I'm trying to copy the contenct of a document to another document but I failed to copy the image relations.

So:

copy_body(source_doc, target_doc) copy de body from source_doc to target_doc. Relationships are not adjusted.
copy_relations(source_doc, target_doc) add relationships present in source_doc to target_doc and save de new rId's as a dict (old_rId --> new rId)
After this, I look for images copied in target_file by for pic in element.xpath('.//a:blip') and change rId present in pic.attrib[qn('r:embed')] to new_rId
Pictures are not available to show when opening the saved document

import os
from io import BytesIO
from docx import Document
from copy import deepcopy
from docx.oxml.ns import qn

def copy_body(source_doc, target_doc):
    for element in source_doc.element.body.iterchildren():
        copied_element = deepcopy(element)
        target_doc.element.body.append(copied_element)
        
def copy_relations(source_doc, target_doc):
    new_rels = {}
    for rId in sorted(source_doc.part.rels):
        rel = source_doc.part.rels[rId]
        if "image" in rel.target_ref:
            # Get image binary data
            img_part = rel.target_part
            img_data = img_part._blob
            
            # Create new image_part from binary data
            my_bytesio = BytesIO(img_data)
            image_part = target_doc.part.package.get_or_add_image_part(my_bytesio)
            
            # Create new relationship
            new_rId = target_doc.part.relate_to(image_part, 'image')
            new_rel = target_doc.part.rels[new_rId]
            print(f'Image copied: {rId} {rel.target_ref} {my_bytesio.getbuffer().nbytes/1024:.3f}kB " + \
                  f"--> {new_rId} {new_rel.target_ref} {BytesIO(image_part._blob).getbuffer().nbytes/1024:.3f}kB')
            new_rels[rId] = new_rId
    return new_rels

folder = os.path.dirname(__file__)
source_file = 'doc_2_copy.docx'
target_file = 'src_doc.docx'
final_file = 'new_doc.docx'

source_doc = Document(os.path.join(folder, source_file))
target_doc = Document(os.path.join(folder, target_file))
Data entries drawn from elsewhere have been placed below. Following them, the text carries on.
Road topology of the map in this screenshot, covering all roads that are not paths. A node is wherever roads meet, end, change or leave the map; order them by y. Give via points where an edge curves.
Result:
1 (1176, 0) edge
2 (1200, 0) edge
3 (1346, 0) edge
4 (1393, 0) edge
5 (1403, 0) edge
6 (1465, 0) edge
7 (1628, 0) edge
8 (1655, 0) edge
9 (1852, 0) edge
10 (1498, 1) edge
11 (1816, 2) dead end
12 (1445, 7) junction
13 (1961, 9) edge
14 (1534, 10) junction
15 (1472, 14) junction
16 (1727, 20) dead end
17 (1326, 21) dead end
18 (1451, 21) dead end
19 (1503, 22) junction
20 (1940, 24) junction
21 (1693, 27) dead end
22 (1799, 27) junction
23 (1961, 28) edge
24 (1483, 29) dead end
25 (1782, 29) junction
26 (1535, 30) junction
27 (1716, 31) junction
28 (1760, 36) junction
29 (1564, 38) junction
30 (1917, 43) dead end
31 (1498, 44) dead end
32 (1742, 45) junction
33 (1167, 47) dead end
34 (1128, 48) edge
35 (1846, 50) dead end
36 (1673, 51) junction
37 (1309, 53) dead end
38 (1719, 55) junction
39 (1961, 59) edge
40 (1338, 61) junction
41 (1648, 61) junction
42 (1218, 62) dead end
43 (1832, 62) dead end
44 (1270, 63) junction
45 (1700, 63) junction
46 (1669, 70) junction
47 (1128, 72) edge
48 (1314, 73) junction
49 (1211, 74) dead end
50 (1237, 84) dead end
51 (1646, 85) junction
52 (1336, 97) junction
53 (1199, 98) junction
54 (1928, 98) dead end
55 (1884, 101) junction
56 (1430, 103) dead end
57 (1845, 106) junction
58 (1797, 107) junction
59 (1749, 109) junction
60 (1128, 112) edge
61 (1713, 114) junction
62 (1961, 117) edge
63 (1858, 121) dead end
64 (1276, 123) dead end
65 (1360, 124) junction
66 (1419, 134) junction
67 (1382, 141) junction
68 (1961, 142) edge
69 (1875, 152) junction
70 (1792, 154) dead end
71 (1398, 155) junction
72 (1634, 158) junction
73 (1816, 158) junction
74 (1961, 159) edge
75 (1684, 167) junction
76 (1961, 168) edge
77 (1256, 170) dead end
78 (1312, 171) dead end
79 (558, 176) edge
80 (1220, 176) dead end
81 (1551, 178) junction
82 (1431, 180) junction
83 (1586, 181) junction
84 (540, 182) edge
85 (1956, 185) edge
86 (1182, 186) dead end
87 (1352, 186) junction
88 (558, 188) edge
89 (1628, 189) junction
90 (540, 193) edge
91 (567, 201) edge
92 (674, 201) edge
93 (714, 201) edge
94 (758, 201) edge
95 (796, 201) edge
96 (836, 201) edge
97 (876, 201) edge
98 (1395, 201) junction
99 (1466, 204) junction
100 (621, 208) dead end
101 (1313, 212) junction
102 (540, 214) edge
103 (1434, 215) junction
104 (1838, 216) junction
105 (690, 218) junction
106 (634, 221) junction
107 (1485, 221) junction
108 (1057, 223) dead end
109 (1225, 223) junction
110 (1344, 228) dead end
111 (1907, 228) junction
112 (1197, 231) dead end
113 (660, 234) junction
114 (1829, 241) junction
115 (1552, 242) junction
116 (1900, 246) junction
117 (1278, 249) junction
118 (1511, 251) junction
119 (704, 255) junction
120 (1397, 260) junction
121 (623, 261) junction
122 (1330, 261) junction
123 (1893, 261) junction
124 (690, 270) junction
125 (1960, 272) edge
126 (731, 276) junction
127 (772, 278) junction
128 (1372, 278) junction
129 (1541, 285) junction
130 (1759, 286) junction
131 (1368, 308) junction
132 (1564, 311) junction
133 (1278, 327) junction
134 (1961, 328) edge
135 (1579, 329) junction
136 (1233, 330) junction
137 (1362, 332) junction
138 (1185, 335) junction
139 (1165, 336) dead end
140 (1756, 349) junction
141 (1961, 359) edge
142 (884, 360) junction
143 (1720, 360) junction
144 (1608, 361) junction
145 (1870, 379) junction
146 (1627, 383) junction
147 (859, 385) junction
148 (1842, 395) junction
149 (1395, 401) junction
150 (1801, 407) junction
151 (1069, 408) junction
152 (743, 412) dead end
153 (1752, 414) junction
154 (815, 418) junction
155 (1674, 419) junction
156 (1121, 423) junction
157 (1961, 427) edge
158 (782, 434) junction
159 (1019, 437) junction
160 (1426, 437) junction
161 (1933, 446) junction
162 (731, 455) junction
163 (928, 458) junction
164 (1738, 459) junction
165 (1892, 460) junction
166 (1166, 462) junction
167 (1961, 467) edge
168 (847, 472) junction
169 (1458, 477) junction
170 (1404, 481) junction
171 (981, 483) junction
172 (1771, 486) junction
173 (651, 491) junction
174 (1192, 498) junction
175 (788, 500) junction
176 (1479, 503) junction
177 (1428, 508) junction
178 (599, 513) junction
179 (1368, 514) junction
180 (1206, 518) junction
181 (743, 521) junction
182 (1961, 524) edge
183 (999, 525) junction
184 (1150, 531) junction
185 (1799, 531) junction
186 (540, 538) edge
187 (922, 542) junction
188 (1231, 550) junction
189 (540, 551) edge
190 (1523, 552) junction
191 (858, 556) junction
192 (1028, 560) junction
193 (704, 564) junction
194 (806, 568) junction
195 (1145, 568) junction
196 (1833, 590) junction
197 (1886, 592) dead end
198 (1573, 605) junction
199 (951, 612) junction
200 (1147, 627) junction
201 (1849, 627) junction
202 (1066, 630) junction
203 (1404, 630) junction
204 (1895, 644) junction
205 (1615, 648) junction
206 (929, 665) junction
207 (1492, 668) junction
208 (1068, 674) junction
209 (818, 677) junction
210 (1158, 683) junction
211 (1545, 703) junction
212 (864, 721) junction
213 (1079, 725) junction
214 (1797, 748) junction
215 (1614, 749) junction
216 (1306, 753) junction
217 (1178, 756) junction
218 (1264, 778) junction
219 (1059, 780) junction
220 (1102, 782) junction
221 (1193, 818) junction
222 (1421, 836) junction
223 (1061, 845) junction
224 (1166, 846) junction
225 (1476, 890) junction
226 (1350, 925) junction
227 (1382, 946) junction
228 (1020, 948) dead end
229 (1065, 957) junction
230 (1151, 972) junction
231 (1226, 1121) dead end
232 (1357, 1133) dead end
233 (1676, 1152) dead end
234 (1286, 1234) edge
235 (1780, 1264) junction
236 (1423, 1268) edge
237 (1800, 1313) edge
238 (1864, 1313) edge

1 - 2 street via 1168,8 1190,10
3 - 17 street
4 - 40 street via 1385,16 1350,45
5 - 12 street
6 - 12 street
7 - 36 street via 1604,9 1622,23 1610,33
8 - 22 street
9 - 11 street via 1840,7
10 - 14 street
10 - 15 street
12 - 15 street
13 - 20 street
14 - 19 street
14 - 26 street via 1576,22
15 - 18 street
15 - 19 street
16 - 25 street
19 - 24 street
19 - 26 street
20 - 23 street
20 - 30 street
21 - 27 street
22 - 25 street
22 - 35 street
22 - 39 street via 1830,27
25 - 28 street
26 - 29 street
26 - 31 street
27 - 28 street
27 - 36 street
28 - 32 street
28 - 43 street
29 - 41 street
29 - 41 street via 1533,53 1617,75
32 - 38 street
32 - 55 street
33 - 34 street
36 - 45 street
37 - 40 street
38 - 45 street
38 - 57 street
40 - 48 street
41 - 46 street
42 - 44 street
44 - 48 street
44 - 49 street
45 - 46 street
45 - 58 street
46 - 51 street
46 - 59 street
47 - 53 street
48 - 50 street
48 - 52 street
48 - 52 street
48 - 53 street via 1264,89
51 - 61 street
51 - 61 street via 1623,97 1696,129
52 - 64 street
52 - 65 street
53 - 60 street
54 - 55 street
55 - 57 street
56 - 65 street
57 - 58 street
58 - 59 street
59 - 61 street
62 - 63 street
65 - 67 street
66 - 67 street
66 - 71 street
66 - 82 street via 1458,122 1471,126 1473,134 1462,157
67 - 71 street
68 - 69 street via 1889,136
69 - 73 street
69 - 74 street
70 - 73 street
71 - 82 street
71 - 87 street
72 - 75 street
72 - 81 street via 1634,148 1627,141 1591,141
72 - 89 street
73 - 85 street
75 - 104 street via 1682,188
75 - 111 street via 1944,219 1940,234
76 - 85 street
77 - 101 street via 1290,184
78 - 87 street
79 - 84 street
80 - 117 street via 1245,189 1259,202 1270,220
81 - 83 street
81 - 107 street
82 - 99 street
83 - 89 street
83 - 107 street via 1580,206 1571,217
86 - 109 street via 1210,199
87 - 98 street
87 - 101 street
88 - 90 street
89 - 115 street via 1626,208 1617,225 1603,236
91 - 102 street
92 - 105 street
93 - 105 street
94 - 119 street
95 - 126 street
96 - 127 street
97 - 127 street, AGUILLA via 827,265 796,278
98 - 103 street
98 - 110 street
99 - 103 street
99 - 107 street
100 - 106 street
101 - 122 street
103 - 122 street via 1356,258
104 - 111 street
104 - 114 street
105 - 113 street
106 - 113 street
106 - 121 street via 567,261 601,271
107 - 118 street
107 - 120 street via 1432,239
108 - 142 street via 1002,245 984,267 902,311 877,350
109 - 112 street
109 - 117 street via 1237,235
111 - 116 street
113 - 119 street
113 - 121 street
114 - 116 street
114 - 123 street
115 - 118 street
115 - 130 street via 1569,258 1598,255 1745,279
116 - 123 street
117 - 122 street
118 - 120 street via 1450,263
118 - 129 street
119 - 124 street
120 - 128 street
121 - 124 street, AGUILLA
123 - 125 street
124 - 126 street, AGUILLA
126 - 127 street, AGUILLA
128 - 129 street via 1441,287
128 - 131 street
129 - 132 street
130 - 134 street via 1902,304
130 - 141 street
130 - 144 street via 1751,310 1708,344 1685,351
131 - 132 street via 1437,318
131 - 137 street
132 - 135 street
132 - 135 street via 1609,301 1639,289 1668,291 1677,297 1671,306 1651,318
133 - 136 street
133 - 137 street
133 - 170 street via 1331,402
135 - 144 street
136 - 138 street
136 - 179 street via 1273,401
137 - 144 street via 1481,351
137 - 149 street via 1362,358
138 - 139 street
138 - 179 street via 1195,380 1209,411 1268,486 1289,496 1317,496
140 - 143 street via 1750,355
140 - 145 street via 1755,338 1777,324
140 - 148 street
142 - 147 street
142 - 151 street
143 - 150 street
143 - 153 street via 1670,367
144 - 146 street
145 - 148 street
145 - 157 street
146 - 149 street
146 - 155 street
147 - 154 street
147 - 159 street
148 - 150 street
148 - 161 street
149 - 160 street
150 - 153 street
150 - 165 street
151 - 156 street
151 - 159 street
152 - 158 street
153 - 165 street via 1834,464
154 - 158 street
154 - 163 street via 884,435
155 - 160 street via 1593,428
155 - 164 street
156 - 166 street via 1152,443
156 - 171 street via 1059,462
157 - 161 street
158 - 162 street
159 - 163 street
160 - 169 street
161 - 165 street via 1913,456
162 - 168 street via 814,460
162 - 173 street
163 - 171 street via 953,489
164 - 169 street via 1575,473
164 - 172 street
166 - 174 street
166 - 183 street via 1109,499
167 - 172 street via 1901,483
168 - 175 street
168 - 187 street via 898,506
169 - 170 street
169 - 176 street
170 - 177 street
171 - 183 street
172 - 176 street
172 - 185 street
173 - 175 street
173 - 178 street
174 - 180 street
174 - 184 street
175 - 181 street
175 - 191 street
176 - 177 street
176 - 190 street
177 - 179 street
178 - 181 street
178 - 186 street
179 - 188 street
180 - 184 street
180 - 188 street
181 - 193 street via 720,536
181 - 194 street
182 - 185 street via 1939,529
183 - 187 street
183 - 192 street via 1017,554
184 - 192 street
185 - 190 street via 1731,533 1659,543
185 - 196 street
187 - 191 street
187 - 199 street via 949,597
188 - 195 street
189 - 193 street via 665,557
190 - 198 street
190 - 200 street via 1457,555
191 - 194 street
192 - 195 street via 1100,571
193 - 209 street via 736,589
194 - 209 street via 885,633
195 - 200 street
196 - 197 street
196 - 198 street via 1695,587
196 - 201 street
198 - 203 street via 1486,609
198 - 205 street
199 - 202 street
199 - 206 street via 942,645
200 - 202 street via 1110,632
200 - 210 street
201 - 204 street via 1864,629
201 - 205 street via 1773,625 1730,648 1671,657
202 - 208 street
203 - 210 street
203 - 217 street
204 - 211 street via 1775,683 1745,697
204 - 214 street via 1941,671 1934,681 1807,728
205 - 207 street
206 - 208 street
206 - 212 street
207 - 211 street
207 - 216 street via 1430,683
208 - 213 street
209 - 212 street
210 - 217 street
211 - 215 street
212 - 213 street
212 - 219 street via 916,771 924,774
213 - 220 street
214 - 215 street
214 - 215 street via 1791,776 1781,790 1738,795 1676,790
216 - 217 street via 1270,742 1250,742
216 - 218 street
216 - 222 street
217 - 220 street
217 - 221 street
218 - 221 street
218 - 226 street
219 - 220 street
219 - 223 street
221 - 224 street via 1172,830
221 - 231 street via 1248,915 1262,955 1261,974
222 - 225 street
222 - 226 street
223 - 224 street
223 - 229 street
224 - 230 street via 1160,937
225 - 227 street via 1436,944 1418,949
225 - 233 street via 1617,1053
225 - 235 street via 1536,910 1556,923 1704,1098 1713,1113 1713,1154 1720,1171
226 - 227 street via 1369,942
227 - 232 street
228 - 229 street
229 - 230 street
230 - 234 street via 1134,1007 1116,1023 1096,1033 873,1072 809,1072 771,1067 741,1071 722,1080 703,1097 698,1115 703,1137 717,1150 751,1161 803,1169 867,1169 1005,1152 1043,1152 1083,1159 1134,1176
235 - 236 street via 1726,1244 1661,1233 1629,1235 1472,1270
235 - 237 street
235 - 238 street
copy_body(source_doc, target_doc)  # Copy body
new_rels = copy_relations(source_doc, target_doc)  # Copy relations and save rId's in new_rels

# Modify relations rId
for element in target_doc.element.body.iterchildren():
    # Look for images in new doc body
    for pic in element.xpath('.//a:blip'):
        if qn('r:embed') in pic.attrib:
            rId = pic.attrib[qn('r:embed')]  # Getting old rId
            new_rId = new_rels[rId]
            print(f"Image rID : {rId}")
            if rId != new_rId:
                print(f'  Modifying rId: {rId} -> {new_rId}')
                pic.attrib[utils.qn('r:embed')] = new_rId  # Setting new rId

target_doc.save(final_file)

Running the script prints in terminal:

Image copied: rId5 media/image1.png 28.188kB --> rId6 media/image1.png 28.188kB
Image copied: rId6 media/image2.png 24.028kB --> rId7 media/image2.png 24.028kB
Image rID: rId5
  Modifying rId: rId5 -> rId6
Image rID: rId6
  Modifying rId: rId6 -> rId7

I don't know what I'm missing, help please!

The text was updated successfully, but these errors were encountered:

rbp9802 · 2024-12-23T19:19:36Z

UPDATE:

I manage to track picture location in document delete them and re-add as new picture. This is a much longer way than spected but ir works.

Anyway I appreciate any comments on the original issue.

Thanks!

The process was:

Extract original pictures from source document and save them in the device
Copy source document body via deepcopy
Find new pictures in target document, delete and re-add them as new picture.

import os
from docx import Document
from copy import deepcopy

from docx.text.paragraph import Paragraph
from docx.text.run import Run

from docx.oxml.ns import qn
from lxml import etree

def copy_body(source_doc, target_doc, next_to_element=None):
    # If no next_to_element add next to last body element
    if next_to_element is None:
        next_to_element = target_doc.element.body[-1]
        
    for element in source_doc.element.body[::-1]:
        copied_element = deepcopy(element)
        next_to_element.addnext(copied_element)

def check_images(doc):
    added_images = []
    for element in doc.element.body.iterchildren():
        for pic in element.xpath('.//a:blip'):
            if qn('r:embed') in pic.attrib:
                # Function to check if picture exist in source document here... 
                # (same rId could already exist in target document)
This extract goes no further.